Jean-Pierre Longre, Notes et chroniques
Tout commence avec « la mort du père », compositeur de génie et « malheureux musicien », passionné, exalté, mort fou dans un asile, écarté des siens – après avoir aimé, avoir rêvé, aussi, d’un calme bonheur familial. Puis le livre égrène les morts successives, dans un ordre rigoureusement chronologique. Celles des « huit enfants », dont certains furent vite effacés, d’autres vécurent assez longtemps pour conserver la mémoire familiale et artistique : Émile, Julie, Félix (jeune poète disparu trop tôt), Ferdinand, Ludwig, Élise (elle-même pianiste de talent), Marie (qui « se dévoua tout entière » à sa mère), Eugénie (qui contribua à la pérennité de la mémoire familiale et paternelle par les livres qu’elle écrivit).

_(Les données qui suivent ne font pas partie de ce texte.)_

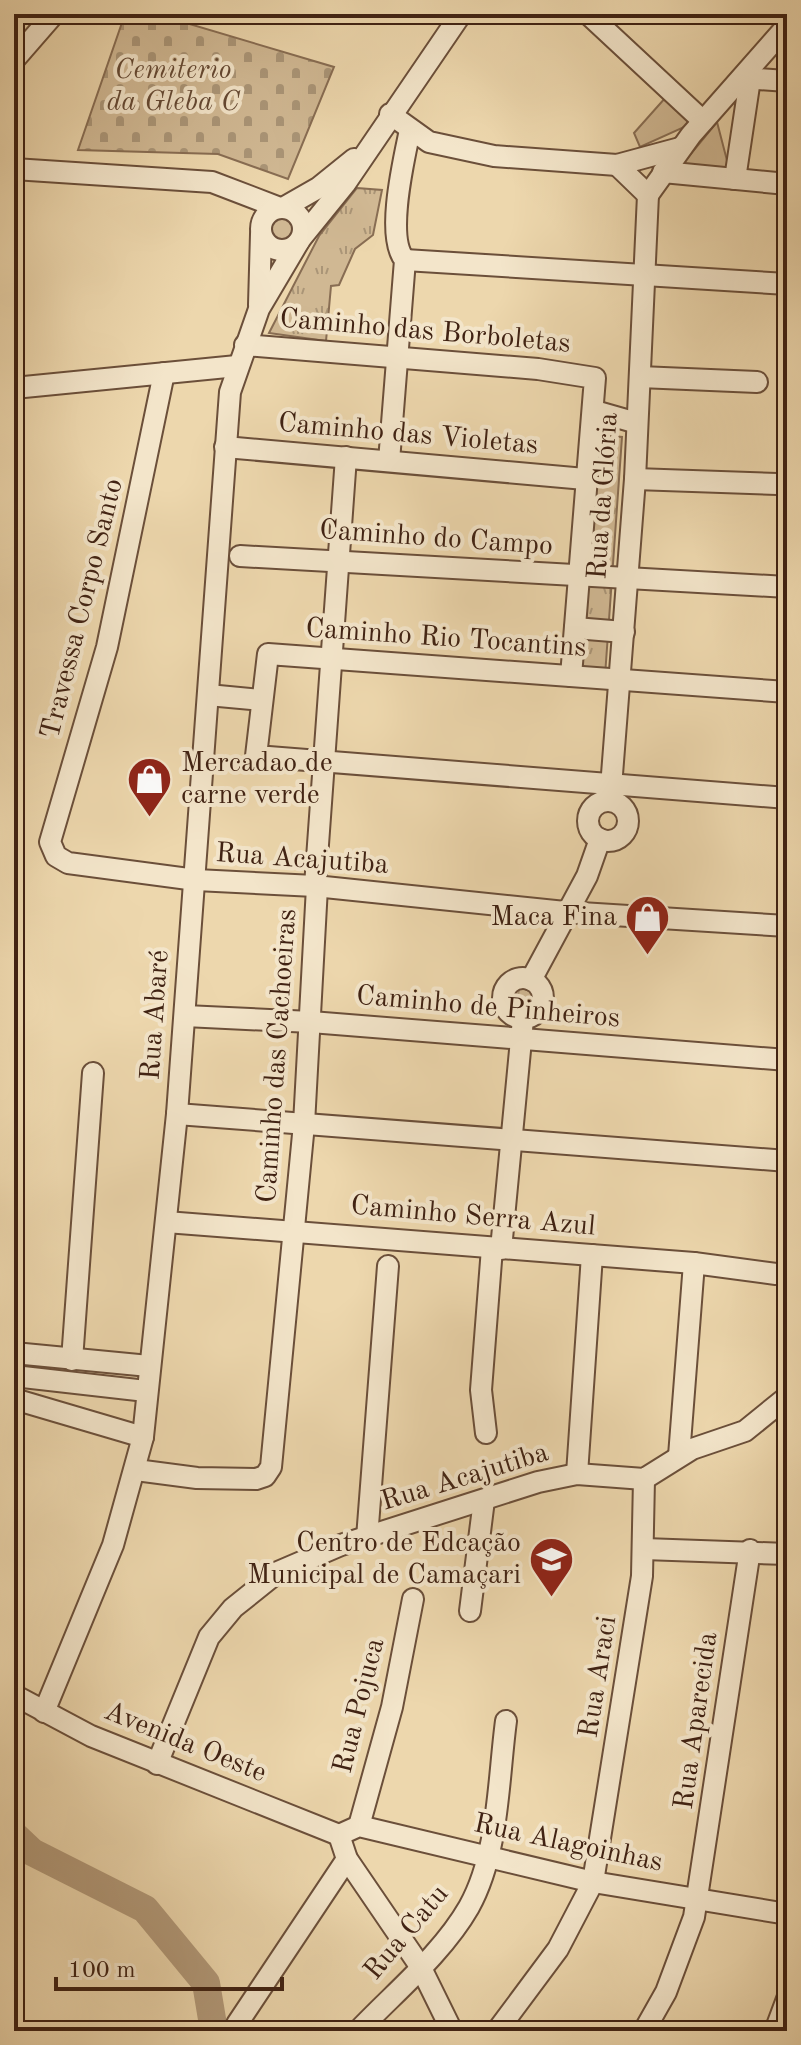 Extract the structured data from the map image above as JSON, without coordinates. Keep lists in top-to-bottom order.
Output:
{
  "streets": {
    "street": [
      "Caminho das Borboletas",
      "Caminho das Violetas",
      "Rua da Glória",
      "Caminho do Campo",
      "Travessa Corpo Santo",
      "Caminho Rio Tocantins",
      "Rua Acajutiba",
      "Caminho de Pinheiros",
      "Rua Abaré",
      "Caminho das Cachoeiras",
      "Caminho Serra Azul",
      "Rua Araci",
      "Rua Pojuca",
      "Rua Aparecida",
      "Avenida Oeste",
      "Rua Alagoinhas",
      "Rua Catu"
    ]
  },
  "crossings": [
    ["Caminho das Borboletas", "Rua Abaré"],
    ["Caminho das Violetas", "Rua Abaré"],
    ["Caminho das Violetas", "Caminho das Cachoeiras"],
    ["Rua da Glória", "Caminho do Campo"],
    ["Rua da Glória", "Caminho Rio Tocantins"],
    ["Caminho do Campo", "Caminho das Cachoeiras"],
    ["Travessa Corpo Santo", "Rua Acajutiba"],
    ["Travessa Corpo Santo", "Rua Abaré"],
    ["Caminho Rio Tocantins", "Caminho das Cachoeiras"],
    ["Rua Acajutiba", "Rua Abaré"],
    ["Rua Acajutiba", "Caminho das Cachoeiras"],
    ["Rua Acajutiba", "Rua Araci"],
    ["Rua Acajutiba", "Avenida Oeste"],
    ["Caminho de Pinheiros", "Rua Abaré"],
    ["Caminho de Pinheiros", "Caminho das Cachoeiras"],
    ["Rua Abaré", "Caminho das Cachoeiras"],
    ["Rua Abaré", "Caminho Serra Azul"],
    ["Rua Abaré", "Avenida Oeste"],
    ["Caminho das Cachoeiras", "Caminho Serra Azul"],
    ["Rua Araci", "Rua Alagoinhas"],
    ["Rua Pojuca", "Rua Alagoinhas"],
    ["Rua Aparecida", "Rua Alagoinhas"],
    ["Rua Alagoinhas", "Rua Catu"]
  ],
  "parks": ["Cemiterio da Gleba C"],
  "places": {
    "shop": ["Mercadao de carne verde", "Maca Fina"],
    "school or university": ["Centro de Edcação Municipal de Camaçari"]
  },
  "scale_bar": "100 m"
} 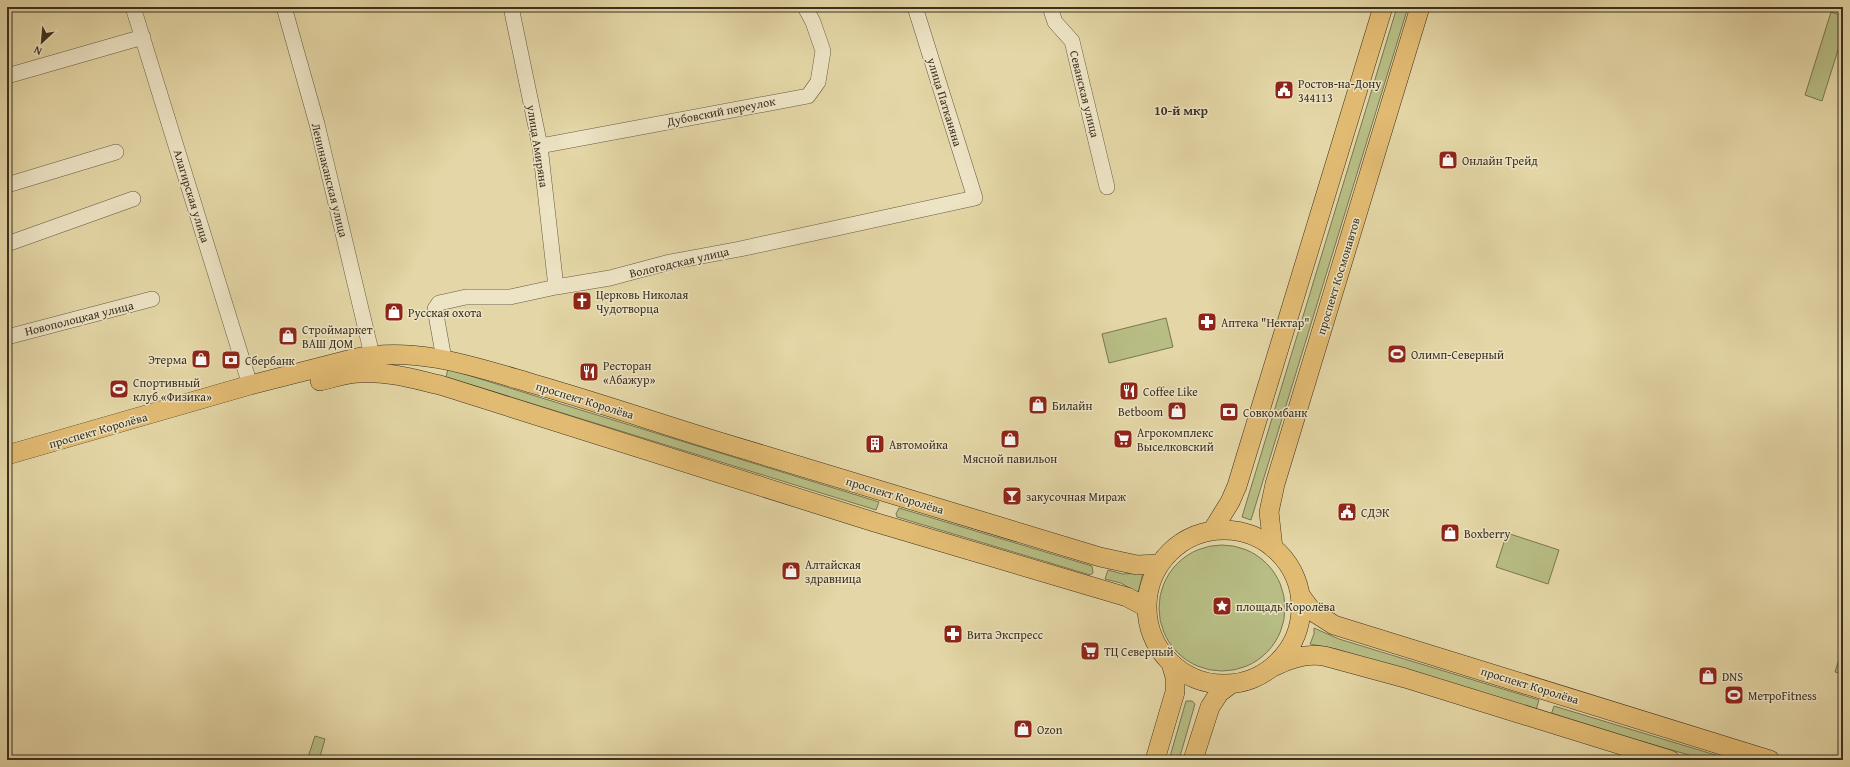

Au centre des huit chapitres consacrés aux enfants, il y a « La mort de la mère », Clara la fameuse pianiste, elle-même compositrice, qui poursuivit sa carrière tout en enchaînant les grossesses et les accouchements et en supportant durant un certain nombre d’années le génie exalté de son mari tant aimé. « Mère exigeante et défaitiste à la fois, peu généreuse mais énergique et tenace, mettant la sourdine à la sensibilité brillante dont elle fit montre sur scène, tendancieusement autoritaire mais avant tout soucieuse d’inculquer à ses garçons comme à ses filles le devoir d’indépendance morale et matérielle, Clara sembla, consciemment ou non, classer sa progéniture en deux catégories, la forte et la faible ». Et il y a Brahms, arrivé jeune homme dans le foyer, à qui Schumann avait « symboliquement » légué « sa très haute mission artistique – et avec elle, sans le dire explicitement, son épouse et ses enfants. », et qui fut pour la famille un ami, un conseiller, un frère, un oncle, un père de substitution…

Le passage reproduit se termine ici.